#### [Work task]
Only lines holding "Sengon" are wanted; copy each of them from the records below.

#### [Data]
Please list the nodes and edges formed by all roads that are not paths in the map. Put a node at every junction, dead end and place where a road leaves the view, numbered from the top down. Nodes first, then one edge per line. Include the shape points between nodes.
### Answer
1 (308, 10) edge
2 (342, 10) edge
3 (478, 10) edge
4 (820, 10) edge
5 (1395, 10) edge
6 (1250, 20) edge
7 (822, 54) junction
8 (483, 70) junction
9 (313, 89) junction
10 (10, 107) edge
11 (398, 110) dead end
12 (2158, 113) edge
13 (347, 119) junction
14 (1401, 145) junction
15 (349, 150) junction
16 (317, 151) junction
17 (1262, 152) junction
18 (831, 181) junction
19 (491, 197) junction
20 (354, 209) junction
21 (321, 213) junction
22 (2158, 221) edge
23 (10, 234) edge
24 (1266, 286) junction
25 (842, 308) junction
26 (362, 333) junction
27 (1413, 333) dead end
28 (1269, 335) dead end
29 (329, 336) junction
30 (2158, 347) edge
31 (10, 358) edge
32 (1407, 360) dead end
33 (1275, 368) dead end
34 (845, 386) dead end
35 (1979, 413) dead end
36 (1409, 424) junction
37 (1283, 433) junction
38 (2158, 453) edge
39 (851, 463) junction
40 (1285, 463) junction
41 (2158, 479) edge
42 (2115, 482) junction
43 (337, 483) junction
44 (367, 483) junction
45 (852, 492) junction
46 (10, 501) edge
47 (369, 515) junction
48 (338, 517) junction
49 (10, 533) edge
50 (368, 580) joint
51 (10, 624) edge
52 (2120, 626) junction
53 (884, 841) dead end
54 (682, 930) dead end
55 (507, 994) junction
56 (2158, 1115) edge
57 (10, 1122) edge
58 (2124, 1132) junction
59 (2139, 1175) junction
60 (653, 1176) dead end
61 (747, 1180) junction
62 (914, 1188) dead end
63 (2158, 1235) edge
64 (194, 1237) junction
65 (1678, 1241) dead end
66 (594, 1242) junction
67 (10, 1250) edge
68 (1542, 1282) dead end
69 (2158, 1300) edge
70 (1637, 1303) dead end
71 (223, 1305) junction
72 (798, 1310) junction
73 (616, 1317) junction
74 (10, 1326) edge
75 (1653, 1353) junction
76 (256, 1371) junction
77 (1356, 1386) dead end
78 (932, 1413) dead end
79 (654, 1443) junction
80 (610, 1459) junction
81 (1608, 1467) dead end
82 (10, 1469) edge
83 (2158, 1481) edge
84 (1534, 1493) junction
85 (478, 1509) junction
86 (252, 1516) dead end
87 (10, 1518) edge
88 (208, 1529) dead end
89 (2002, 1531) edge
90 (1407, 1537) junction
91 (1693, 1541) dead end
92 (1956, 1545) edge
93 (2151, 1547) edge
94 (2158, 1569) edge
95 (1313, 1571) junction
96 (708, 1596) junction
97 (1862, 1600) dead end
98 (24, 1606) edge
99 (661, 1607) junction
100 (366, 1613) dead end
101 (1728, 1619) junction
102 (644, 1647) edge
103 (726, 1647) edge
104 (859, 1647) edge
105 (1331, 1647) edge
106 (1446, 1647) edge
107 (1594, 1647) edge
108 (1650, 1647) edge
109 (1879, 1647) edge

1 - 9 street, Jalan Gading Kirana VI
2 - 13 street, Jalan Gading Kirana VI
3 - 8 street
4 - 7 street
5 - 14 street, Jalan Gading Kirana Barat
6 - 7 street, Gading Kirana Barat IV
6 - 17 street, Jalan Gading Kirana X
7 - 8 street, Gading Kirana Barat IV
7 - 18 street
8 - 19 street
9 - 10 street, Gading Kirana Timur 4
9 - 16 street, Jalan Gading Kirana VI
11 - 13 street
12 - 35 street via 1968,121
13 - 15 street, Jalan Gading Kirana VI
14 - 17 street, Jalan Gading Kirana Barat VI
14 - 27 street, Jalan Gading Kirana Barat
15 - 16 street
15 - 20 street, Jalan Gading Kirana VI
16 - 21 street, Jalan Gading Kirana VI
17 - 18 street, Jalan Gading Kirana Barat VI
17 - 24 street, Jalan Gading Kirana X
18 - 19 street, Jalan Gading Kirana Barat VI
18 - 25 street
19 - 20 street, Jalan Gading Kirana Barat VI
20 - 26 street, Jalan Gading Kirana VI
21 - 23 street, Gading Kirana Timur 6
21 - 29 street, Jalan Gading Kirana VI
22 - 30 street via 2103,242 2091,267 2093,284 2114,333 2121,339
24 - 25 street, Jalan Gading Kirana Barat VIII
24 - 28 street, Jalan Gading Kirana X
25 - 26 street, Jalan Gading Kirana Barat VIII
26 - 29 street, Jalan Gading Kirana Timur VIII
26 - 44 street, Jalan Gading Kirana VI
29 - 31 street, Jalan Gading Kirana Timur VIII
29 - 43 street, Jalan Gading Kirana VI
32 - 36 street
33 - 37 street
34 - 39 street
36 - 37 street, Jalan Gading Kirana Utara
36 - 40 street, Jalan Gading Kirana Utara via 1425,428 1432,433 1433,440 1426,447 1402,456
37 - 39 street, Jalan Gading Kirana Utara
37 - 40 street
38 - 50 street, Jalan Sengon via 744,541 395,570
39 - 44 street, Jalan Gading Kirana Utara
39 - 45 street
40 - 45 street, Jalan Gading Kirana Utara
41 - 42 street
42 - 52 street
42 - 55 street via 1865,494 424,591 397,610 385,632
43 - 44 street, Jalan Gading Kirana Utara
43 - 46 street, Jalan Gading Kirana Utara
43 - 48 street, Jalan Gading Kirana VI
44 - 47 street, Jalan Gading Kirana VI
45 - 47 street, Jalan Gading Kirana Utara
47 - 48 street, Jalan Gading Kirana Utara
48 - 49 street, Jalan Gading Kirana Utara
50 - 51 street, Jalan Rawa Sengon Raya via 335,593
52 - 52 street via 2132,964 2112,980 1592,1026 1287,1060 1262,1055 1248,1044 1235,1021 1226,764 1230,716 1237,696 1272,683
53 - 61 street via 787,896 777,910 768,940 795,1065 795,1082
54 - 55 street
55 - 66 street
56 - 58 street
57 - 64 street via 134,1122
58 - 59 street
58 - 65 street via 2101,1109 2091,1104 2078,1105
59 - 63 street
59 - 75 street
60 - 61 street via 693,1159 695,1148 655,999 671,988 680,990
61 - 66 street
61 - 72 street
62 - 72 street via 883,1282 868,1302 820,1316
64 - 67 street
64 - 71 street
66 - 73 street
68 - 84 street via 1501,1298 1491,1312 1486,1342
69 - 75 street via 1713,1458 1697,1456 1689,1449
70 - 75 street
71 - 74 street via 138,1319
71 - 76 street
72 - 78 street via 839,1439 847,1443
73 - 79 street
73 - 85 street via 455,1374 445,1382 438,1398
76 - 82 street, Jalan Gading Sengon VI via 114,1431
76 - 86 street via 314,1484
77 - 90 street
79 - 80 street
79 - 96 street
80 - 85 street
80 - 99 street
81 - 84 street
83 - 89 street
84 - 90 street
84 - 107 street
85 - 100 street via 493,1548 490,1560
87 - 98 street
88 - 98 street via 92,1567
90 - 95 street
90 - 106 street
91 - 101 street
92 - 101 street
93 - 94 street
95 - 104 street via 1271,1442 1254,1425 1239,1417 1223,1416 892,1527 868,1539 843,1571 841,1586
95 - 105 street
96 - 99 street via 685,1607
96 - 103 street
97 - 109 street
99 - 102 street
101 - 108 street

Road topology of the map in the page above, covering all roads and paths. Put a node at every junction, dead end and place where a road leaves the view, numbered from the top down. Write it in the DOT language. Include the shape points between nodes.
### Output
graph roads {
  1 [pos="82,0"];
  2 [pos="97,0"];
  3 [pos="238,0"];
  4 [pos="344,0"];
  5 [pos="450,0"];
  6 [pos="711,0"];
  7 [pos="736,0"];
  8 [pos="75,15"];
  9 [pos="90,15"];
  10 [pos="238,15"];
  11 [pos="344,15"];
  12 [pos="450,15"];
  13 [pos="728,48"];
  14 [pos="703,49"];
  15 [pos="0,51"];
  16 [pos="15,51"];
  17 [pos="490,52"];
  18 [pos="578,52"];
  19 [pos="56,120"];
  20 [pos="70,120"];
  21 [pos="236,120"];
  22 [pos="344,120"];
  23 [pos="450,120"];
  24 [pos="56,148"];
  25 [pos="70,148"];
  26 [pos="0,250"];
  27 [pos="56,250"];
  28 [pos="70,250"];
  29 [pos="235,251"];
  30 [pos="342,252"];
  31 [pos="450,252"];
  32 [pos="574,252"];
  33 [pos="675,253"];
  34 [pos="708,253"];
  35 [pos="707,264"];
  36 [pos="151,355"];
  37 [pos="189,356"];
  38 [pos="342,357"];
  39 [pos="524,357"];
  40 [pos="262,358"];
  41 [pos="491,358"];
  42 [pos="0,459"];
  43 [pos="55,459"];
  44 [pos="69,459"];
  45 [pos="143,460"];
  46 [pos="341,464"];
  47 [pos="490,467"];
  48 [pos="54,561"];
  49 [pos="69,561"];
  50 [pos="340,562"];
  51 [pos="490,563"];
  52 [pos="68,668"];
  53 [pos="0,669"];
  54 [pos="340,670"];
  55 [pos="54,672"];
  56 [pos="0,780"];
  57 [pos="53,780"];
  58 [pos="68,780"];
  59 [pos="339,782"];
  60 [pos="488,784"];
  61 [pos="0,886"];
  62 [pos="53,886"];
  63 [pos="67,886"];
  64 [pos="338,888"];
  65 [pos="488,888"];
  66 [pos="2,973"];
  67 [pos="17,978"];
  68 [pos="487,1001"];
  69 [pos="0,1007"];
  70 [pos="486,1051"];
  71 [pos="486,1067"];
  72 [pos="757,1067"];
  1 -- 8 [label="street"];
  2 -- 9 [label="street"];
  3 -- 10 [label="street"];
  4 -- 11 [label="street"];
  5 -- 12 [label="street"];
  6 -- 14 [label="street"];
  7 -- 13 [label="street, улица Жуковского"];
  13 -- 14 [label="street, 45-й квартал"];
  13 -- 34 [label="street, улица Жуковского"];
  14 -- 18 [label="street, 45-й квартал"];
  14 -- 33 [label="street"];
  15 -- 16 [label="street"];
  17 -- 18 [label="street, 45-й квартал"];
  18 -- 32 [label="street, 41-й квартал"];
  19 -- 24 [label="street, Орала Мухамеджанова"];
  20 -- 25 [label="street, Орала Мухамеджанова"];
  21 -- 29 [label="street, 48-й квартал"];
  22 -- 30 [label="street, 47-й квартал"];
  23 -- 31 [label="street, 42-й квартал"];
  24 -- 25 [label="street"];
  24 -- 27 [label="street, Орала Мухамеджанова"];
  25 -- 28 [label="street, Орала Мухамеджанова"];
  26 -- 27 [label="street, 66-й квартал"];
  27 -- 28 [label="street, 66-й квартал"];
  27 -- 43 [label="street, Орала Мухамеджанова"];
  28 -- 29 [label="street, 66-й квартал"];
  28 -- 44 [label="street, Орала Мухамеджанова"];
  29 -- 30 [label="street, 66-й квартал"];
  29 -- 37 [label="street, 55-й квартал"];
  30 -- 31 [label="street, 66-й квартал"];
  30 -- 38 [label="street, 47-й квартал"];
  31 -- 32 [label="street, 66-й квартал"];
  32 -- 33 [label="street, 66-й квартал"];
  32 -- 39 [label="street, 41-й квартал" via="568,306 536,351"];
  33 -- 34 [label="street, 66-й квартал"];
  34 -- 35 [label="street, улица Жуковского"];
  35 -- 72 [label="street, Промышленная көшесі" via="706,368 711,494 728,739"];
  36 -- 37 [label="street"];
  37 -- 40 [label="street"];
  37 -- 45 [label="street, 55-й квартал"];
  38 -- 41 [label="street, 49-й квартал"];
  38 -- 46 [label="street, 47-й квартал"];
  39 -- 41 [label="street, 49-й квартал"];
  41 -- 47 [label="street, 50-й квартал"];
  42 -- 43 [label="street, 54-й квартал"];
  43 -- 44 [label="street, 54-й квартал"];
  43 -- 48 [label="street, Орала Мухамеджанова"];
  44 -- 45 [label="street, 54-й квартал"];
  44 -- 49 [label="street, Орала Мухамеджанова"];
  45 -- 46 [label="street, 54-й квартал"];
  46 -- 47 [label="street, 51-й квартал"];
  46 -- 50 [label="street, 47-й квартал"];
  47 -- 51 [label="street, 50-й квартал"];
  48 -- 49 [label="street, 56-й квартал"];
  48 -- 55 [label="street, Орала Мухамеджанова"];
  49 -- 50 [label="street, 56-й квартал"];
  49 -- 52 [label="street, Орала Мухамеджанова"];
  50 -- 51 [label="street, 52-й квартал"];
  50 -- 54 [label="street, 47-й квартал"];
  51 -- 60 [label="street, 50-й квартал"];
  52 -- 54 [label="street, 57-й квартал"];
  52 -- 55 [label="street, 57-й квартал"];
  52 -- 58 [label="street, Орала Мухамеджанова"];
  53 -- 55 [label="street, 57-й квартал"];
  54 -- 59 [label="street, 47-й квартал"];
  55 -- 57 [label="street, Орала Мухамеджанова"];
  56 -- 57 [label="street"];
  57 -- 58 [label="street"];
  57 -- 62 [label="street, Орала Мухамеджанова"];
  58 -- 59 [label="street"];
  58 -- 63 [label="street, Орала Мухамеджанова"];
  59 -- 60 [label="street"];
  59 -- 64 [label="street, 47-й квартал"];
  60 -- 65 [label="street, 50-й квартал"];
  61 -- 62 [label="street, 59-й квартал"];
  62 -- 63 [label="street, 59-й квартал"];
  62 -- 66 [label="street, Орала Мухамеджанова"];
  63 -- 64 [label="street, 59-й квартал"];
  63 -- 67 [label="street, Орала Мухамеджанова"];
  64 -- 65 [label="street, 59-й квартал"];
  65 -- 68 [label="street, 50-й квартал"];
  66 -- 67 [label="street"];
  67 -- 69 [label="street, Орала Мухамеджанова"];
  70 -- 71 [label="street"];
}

#### [Answer to this task]
38 - 50 street, Jalan Sengon via 744,541 395,570
50 - 51 street, Jalan Rawa Sengon Raya via 335,593
76 - 82 street, Jalan Gading Sengon VI via 114,1431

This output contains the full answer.